The day’s interactive session was based on another lab study that is now nearing completion, “The Problem of Default.” The real-life problem in this case is that 90 percent of people sued by debt collectors don’t show up in court, and thus automatically lose their cases by defaulting (Even if they are liable for the debt, they’d likely get an easier settlement by turning up). The lab is exploring whether a certain sort of advance mailing would increase turnout, enough to justify the cost of the mailings. The study involves three groups totaling 800 cases, with a control group receiving no mailings, a second “limited” group receiving a package of materials (with lab-designed cartoon illustrations) explaining their legal rights; and a third “maximal” group receiving the above plus an advance postcard and a stamped response envelope.
Breaking off into groups, the attendees were invited to design their own version of a mailing that would encourage maximal response. Many of the groups came up with the same recommendations—sending out a postcard in advance of the full mailing, emphasizing the defendant’s legal rights, using snappy graphics and illustrations, and using the kind of attention-grabbing language found in junk mail. These were some of the same conclusions reached in the lab’s own study, which was distributed afterward. The lab’s mailing featured “Blob,” a distinctive raceless and genderless cartoon figure that features in many of their printed and online reports.
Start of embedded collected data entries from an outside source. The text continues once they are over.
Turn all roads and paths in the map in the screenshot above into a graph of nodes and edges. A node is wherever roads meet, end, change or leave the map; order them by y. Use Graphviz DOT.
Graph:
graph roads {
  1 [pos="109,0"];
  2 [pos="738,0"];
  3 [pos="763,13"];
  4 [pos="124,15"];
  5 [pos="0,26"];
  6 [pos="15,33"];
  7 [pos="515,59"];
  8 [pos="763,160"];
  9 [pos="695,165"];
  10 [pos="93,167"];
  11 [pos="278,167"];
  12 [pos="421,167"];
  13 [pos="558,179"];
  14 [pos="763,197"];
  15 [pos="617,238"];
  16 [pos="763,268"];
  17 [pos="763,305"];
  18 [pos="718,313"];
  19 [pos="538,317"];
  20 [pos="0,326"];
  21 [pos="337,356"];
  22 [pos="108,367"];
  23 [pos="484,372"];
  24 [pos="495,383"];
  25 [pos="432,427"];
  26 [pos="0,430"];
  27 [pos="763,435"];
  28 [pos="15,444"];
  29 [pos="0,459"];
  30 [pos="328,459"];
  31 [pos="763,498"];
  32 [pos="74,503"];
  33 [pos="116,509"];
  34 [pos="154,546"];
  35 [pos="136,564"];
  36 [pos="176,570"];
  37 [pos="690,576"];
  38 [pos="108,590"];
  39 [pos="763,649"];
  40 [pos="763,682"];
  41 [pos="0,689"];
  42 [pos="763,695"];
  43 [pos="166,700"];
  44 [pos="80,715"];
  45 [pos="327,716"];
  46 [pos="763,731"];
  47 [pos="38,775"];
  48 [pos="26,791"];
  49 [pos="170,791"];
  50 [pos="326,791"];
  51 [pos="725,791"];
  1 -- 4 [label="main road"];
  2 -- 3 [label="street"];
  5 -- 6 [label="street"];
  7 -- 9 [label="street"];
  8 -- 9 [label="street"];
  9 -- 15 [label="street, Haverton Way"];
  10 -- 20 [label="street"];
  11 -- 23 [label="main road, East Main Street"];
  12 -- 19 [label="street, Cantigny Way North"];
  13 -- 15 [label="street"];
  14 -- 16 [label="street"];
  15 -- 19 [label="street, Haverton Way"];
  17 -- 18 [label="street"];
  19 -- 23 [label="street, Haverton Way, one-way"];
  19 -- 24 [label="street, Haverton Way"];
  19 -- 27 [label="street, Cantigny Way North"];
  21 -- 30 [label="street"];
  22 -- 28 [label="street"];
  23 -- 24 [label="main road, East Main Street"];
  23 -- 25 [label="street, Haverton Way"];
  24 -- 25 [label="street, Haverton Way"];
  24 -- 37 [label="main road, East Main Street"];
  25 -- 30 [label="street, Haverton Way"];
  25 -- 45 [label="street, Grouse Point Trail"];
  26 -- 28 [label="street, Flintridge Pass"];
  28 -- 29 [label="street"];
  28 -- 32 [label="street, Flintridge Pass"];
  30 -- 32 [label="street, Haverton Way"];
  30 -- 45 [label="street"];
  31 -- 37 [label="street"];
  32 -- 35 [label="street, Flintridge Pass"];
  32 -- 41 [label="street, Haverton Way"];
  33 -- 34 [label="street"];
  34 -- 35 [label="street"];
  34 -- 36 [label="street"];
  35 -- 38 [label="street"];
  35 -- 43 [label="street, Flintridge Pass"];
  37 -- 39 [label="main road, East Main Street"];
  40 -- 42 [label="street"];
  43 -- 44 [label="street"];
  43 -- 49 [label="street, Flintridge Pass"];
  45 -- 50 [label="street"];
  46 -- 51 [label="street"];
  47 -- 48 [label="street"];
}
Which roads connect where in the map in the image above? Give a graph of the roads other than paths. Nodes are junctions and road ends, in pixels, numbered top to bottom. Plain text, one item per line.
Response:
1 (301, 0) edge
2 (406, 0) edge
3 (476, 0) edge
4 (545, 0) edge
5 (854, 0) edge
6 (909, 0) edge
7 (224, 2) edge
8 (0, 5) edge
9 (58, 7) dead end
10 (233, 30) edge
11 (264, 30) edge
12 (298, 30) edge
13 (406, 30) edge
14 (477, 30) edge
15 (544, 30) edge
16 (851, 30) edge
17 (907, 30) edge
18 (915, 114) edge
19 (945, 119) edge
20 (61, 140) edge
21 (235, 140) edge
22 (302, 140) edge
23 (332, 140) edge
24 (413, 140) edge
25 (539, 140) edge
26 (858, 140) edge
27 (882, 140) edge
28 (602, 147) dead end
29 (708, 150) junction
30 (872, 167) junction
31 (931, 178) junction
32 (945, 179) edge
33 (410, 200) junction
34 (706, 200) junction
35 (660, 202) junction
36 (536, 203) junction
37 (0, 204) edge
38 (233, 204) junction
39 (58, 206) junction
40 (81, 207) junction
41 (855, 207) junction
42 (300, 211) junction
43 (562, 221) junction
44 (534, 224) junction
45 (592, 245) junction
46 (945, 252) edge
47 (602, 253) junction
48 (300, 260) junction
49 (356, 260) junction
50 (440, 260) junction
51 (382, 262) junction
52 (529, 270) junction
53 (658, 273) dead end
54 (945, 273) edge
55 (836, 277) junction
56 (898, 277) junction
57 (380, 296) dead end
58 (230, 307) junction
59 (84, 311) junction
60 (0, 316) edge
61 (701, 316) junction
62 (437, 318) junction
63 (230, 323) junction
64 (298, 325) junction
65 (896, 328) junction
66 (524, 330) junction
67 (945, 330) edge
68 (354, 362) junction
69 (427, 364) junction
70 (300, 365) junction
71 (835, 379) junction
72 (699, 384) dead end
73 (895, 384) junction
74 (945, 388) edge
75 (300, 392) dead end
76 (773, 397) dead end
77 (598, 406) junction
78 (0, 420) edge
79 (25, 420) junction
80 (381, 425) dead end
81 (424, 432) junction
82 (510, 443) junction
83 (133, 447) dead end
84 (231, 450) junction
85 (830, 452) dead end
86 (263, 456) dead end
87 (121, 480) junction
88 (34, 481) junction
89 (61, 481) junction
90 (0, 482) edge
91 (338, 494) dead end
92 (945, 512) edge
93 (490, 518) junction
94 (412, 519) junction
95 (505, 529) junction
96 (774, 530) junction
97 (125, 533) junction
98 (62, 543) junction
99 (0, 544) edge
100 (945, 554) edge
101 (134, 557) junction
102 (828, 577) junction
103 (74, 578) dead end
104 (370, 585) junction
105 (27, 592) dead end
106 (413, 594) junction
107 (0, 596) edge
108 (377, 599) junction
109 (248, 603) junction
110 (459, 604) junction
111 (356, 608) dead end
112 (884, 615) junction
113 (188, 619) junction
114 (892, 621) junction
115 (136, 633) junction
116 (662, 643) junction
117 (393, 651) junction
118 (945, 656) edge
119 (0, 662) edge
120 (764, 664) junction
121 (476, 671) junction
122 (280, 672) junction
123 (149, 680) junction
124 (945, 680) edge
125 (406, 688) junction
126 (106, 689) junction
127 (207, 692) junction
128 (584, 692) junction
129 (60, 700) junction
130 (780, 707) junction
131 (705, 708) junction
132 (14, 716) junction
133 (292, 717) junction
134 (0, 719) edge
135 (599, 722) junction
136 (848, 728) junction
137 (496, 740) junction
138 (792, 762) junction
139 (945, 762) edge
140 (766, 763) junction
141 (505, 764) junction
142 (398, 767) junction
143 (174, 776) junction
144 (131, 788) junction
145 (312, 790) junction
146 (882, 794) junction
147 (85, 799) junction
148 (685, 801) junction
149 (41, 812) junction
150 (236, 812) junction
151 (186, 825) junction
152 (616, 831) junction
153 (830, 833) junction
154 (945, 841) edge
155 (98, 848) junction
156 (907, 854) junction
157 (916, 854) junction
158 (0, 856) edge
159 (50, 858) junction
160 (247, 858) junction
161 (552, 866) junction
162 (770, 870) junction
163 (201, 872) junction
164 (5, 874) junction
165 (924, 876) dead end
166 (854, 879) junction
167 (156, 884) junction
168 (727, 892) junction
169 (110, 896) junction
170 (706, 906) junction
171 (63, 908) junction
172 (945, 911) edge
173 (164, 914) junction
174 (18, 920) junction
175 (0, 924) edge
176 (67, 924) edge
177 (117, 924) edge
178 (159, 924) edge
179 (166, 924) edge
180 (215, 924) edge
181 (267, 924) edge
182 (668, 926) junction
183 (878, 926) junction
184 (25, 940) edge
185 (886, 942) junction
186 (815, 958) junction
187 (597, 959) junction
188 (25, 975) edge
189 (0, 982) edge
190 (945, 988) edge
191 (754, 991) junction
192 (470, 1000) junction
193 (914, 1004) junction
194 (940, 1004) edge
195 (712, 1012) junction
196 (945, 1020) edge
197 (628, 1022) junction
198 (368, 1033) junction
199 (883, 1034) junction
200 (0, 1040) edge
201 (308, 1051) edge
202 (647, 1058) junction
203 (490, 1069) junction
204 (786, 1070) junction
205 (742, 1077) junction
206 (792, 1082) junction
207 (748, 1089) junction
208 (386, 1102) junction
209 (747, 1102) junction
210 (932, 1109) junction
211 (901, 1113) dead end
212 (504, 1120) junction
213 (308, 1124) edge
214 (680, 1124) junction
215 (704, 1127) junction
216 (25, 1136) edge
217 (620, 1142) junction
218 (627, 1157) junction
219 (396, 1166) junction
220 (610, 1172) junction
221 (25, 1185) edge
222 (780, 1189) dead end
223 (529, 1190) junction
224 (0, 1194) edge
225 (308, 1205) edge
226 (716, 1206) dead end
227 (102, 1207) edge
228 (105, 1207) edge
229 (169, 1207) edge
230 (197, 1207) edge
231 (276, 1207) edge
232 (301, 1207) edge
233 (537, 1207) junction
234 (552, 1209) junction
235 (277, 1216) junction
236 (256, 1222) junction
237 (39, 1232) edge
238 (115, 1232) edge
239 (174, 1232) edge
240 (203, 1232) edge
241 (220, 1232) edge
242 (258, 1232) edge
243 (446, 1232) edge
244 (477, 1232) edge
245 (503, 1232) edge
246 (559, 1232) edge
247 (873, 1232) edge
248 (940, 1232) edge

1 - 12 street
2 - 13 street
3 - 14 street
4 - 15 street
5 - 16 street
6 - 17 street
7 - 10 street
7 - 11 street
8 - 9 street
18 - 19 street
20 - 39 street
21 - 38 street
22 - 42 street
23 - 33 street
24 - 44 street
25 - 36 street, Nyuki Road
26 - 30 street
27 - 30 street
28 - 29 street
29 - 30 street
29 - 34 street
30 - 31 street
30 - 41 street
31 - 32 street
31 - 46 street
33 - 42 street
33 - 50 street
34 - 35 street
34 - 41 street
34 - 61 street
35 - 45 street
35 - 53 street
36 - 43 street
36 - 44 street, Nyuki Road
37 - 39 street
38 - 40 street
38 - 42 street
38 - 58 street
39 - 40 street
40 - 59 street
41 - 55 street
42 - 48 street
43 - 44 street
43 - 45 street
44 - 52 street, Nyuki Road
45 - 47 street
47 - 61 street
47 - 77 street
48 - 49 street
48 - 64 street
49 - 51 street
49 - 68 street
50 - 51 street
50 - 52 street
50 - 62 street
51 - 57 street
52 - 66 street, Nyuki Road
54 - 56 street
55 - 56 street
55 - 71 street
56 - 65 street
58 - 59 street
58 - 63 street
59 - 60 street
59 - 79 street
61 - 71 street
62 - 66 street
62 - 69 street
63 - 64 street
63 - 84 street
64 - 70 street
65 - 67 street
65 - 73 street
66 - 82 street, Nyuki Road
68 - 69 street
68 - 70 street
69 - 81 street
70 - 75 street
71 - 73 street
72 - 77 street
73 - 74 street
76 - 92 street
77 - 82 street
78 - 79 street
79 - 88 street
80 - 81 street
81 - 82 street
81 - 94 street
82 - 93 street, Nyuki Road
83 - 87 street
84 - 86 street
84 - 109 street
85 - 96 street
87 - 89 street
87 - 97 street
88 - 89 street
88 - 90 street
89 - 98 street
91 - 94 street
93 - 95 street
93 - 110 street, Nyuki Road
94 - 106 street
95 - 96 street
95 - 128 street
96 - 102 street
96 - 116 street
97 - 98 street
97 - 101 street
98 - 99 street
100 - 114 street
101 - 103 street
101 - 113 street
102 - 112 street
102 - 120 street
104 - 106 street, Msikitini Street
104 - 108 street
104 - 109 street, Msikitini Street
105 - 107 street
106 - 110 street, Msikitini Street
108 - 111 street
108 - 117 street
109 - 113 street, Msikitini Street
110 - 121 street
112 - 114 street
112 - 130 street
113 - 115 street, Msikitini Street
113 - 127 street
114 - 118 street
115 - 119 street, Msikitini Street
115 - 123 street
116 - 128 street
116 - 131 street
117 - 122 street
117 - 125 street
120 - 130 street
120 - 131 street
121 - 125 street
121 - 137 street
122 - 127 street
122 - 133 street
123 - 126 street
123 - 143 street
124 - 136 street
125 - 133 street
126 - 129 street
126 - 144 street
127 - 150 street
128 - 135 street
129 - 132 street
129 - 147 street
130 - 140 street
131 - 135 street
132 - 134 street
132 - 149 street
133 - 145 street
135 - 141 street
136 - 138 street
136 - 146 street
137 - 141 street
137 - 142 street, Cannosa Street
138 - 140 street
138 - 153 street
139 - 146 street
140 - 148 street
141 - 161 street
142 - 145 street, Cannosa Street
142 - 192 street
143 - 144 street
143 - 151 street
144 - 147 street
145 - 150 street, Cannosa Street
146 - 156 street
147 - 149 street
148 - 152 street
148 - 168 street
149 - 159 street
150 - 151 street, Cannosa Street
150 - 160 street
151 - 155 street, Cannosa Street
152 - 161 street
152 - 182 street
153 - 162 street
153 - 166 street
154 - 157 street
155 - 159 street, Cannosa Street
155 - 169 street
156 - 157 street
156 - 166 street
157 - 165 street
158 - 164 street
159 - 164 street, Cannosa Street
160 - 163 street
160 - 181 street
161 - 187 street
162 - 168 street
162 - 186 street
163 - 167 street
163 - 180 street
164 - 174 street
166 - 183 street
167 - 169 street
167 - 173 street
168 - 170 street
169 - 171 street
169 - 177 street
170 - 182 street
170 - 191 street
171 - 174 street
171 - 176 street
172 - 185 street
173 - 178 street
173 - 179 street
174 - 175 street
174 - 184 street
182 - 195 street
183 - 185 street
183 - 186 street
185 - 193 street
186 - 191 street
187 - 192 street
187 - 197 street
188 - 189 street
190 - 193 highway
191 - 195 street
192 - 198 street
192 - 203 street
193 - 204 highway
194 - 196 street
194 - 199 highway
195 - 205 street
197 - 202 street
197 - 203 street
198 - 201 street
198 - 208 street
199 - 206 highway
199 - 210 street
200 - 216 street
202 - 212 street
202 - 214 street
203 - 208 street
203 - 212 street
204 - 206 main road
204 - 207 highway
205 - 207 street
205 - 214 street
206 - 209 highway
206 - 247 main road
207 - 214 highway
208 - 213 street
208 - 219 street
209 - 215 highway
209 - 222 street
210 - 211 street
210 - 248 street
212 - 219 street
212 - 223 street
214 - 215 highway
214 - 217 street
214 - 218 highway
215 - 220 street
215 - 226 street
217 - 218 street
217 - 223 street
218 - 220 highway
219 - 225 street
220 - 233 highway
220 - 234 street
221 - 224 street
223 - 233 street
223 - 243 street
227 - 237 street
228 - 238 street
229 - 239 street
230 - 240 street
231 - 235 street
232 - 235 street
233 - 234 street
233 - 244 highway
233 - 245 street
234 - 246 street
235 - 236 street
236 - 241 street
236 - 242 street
“That’s a good way of showing how the lab takes lessons from other fields, and how we can deploy them creatively,” Greiner said. “In this case we took lessons from psychology and behavioral science. Also from adult education, about the importance of images and cartoons; and from junk mail providers on what an envelope should look like. There is political science involved as well: How do you get people to a location at a particular time, whether it’s a voting booth or a courthouse? So the lab is about more than the randomized studies. Part of what we do is creating new ideas and interventions, and here people got to participate in that.”
The seminar’s final hour included a freewheeling discussion about the lab’s future. Greiner not only asked what practical steps should come next, but which philosophical questions it should be asking. Not surprisingly there were a lot of diverse suggestions: Practical suggestions included working with existing groups such as the Justice for All Project, continuing to focus on random control trials because no other organization is, and not being shy about sharing the lab’s findings. The suggested questions were also wide-ranging, including “How far do we inject ourselves into a public policy debate?” and “How do we work in ways that encourage integration?” Attendees also pointed out that access to justice and access to a lawyer aren’t always the same thing, though one may encourage the other.
During the post-event interview, Greiner said he was highly encouraged by the response. “We’ve gotten tougher questions about our work before,” he said. “Questions like, ‘Is this ethical? Is this legal? And, ‘This takes too long, why should we be asking these questions when we already know the answer?’ My response to that is that it takes so long because we think we have something that works and we don’t want to deprive the field of it.” As he points out, the staff of the Access to Justice Lab is still only five people. “At that level you can’t hope to put much of a dent on the level of knowledge. What you can do is help to create a movement.”